(Entries taken from a collection)
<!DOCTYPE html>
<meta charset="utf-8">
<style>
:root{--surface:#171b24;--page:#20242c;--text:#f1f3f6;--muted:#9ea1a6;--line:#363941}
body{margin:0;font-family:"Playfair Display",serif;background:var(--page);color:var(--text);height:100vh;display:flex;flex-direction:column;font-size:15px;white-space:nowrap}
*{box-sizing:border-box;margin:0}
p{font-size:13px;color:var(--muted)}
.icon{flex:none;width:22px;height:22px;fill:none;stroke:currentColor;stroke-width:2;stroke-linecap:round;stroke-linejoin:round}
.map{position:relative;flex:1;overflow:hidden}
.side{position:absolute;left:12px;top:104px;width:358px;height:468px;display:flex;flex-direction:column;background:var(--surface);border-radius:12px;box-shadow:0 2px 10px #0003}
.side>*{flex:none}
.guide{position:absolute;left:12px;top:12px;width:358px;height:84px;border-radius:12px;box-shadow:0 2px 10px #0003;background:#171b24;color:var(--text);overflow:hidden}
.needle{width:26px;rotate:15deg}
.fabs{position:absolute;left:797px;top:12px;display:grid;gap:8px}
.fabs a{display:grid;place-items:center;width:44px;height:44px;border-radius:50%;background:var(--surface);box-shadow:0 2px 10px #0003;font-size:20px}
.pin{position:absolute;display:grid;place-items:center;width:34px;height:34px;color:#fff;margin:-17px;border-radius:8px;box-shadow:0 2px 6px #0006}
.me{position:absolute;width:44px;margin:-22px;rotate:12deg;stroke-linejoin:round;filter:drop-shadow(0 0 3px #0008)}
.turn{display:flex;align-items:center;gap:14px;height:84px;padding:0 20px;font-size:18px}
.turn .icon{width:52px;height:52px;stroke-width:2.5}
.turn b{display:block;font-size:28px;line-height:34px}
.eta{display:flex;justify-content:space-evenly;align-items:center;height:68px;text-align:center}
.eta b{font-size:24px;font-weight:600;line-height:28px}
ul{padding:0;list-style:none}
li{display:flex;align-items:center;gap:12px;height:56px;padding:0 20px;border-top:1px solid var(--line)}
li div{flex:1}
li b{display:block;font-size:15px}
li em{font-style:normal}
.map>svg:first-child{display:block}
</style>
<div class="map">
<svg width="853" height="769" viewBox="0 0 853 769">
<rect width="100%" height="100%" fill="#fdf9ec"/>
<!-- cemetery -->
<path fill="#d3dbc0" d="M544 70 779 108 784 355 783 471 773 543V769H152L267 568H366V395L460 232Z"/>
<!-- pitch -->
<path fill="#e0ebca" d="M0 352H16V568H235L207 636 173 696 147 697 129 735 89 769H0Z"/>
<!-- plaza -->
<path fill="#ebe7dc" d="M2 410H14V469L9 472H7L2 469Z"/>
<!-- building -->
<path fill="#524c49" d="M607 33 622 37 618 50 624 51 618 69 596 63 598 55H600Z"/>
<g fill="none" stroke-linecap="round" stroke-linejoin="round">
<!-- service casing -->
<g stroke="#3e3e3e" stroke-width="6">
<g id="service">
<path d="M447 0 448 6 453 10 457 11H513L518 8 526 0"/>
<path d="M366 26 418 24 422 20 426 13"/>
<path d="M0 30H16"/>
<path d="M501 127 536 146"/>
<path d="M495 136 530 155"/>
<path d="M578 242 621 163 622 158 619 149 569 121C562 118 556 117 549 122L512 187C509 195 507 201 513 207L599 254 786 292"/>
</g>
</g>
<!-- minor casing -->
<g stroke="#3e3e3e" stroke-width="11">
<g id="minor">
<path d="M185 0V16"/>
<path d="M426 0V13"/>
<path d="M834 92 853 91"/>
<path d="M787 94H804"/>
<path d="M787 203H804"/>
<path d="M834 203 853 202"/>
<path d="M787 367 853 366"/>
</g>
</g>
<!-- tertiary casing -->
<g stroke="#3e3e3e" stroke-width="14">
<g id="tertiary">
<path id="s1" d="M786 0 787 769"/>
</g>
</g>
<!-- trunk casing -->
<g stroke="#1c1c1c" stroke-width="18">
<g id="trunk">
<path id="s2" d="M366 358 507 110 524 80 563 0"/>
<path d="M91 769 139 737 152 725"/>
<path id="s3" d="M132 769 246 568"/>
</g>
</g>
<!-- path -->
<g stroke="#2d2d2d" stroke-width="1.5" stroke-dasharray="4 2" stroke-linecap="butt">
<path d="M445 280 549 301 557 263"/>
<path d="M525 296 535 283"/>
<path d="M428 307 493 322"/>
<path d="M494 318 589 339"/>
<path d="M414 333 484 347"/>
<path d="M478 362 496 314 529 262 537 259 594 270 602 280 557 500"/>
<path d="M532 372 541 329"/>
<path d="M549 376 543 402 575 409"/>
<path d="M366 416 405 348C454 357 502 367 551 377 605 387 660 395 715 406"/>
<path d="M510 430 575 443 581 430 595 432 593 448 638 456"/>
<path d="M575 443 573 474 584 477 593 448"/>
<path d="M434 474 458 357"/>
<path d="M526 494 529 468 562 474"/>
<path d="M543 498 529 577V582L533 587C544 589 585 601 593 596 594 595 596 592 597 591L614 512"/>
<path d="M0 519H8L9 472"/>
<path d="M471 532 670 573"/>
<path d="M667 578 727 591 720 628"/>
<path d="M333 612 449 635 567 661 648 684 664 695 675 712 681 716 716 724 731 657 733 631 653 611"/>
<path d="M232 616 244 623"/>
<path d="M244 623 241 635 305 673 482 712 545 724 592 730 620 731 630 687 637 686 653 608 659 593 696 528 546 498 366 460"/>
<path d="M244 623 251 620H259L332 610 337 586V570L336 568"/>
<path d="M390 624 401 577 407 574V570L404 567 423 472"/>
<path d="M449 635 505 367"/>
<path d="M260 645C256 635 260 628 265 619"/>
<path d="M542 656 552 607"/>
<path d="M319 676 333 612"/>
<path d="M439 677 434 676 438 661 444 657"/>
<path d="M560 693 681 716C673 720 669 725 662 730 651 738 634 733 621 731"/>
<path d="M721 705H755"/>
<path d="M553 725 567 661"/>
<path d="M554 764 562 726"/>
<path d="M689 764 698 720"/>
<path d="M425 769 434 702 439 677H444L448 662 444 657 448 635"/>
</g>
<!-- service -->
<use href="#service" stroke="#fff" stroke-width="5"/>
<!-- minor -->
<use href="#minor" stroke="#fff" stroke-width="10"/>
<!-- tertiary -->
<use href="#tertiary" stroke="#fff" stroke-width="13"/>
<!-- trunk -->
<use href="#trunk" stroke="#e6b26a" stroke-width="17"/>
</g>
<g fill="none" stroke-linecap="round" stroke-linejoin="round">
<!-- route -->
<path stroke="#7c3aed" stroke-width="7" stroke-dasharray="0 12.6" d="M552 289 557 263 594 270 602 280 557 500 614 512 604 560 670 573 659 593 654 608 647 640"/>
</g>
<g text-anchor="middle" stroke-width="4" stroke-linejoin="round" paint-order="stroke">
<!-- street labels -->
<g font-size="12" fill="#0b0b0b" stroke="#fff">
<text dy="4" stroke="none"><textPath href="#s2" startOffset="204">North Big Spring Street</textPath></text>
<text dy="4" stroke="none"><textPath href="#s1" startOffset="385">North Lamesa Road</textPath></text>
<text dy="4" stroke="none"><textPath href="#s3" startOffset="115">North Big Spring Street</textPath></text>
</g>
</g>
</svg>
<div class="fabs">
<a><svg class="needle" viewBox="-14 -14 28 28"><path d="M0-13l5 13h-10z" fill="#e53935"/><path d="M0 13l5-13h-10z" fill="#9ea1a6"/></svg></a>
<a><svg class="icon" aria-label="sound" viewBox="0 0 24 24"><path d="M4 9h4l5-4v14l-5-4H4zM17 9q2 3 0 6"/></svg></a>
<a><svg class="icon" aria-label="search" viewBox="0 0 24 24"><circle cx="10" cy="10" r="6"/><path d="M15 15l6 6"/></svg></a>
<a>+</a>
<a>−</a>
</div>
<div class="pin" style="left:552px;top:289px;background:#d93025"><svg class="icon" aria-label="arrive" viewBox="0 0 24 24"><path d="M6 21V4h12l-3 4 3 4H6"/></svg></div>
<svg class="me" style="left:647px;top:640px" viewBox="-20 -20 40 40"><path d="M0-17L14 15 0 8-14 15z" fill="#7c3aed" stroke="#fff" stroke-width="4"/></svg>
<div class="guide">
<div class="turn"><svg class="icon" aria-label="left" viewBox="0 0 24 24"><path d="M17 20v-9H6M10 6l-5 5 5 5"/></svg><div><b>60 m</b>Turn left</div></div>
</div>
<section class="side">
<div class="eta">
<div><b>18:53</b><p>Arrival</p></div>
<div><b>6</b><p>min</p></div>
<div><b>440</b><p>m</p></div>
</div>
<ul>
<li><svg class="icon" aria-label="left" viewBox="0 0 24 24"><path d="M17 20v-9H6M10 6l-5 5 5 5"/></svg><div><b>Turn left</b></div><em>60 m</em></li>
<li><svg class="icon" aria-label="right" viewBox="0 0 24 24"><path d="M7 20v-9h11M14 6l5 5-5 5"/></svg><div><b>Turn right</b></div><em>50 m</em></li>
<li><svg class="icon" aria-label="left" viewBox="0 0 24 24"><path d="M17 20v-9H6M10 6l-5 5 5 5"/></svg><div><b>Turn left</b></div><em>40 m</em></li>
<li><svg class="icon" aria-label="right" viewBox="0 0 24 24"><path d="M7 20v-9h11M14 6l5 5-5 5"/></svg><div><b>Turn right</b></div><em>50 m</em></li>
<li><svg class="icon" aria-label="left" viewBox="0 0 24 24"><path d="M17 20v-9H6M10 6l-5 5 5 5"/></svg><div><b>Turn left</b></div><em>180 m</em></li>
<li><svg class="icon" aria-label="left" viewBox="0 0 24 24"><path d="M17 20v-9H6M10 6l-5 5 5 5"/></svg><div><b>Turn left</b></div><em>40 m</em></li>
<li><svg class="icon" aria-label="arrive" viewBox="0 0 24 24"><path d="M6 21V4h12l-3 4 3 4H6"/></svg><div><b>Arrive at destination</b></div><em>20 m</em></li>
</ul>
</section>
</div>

▸ **WHAT TO WORK ON**
Retype only the lines above between the line with "498 529 577V582L533" and the line with "578 727 591", counting those two lines as well, and keep every character as it is.

▸ **EXERCISE ANSWER**
<path d="M543 498 529 577V582L533 587C544 589 585 601 593 596 594 595 596 592 597 591L614 512"/>
<path d="M0 519H8L9 472"/>
<path d="M471 532 670 573"/>
<path d="M667 578 727 591 720 628"/>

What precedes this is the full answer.